PROBLEM STATEMENT » Go through the data below and gather each line containing "graph".

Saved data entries
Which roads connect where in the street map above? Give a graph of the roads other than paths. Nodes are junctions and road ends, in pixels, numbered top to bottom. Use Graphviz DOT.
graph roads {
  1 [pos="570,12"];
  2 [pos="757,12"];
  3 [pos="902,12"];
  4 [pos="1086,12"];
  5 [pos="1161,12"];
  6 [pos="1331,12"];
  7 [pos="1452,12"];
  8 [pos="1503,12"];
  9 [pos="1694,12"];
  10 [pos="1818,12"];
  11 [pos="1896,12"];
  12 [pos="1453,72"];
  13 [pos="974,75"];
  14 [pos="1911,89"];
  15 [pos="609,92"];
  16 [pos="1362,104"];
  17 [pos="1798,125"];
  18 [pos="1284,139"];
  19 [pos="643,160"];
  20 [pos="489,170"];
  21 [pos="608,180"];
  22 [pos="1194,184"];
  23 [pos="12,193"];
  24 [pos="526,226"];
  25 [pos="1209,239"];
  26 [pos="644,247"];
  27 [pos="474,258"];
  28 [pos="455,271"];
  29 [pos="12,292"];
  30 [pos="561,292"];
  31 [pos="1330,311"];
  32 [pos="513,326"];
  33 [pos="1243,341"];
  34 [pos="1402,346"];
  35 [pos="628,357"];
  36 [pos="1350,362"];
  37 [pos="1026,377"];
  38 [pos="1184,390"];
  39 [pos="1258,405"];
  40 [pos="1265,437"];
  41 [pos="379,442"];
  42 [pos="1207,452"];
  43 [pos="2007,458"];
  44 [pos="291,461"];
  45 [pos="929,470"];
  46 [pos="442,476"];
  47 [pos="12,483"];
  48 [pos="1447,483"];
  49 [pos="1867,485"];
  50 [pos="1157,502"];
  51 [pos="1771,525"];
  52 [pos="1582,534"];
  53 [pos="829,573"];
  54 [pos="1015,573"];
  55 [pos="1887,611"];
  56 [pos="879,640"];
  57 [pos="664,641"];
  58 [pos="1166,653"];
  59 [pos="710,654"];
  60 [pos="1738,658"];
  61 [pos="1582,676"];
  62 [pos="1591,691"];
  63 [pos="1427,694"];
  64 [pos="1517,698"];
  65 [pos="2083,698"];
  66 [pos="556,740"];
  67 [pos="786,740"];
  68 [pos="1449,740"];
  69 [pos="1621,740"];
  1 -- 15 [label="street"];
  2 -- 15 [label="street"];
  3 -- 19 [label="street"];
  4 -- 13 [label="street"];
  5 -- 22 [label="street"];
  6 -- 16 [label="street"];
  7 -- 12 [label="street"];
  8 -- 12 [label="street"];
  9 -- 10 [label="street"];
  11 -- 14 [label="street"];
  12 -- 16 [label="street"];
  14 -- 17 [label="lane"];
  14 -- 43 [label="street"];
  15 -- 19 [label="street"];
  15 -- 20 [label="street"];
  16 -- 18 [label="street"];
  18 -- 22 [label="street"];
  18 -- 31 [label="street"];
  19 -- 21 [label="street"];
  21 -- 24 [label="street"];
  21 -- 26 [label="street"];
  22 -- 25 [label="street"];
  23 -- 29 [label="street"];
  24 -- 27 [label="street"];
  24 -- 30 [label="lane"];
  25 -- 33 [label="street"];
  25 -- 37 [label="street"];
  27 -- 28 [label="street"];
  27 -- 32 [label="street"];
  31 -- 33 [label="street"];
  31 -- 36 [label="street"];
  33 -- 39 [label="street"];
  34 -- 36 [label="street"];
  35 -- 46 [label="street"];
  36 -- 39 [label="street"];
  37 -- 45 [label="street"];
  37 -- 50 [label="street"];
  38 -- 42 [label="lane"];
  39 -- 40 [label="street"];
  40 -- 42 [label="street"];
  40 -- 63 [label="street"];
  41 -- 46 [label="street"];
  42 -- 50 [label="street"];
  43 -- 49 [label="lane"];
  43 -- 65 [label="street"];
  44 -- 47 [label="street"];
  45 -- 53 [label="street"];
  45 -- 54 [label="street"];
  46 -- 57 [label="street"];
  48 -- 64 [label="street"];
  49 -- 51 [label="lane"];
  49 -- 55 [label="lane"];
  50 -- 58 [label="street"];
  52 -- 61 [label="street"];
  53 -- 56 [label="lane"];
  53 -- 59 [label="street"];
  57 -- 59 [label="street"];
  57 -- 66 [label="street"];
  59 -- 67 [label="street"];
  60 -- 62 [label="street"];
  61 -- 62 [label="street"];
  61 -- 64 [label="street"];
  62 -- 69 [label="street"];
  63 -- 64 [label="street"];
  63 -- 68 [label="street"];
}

FINISHED TASK »
Which roads connect where in the street map above? Give a graph of the roads other than paths. Nodes are junctions and road ends, in pixels, numbered top to bottom. Use Graphviz DOT.
graph roads {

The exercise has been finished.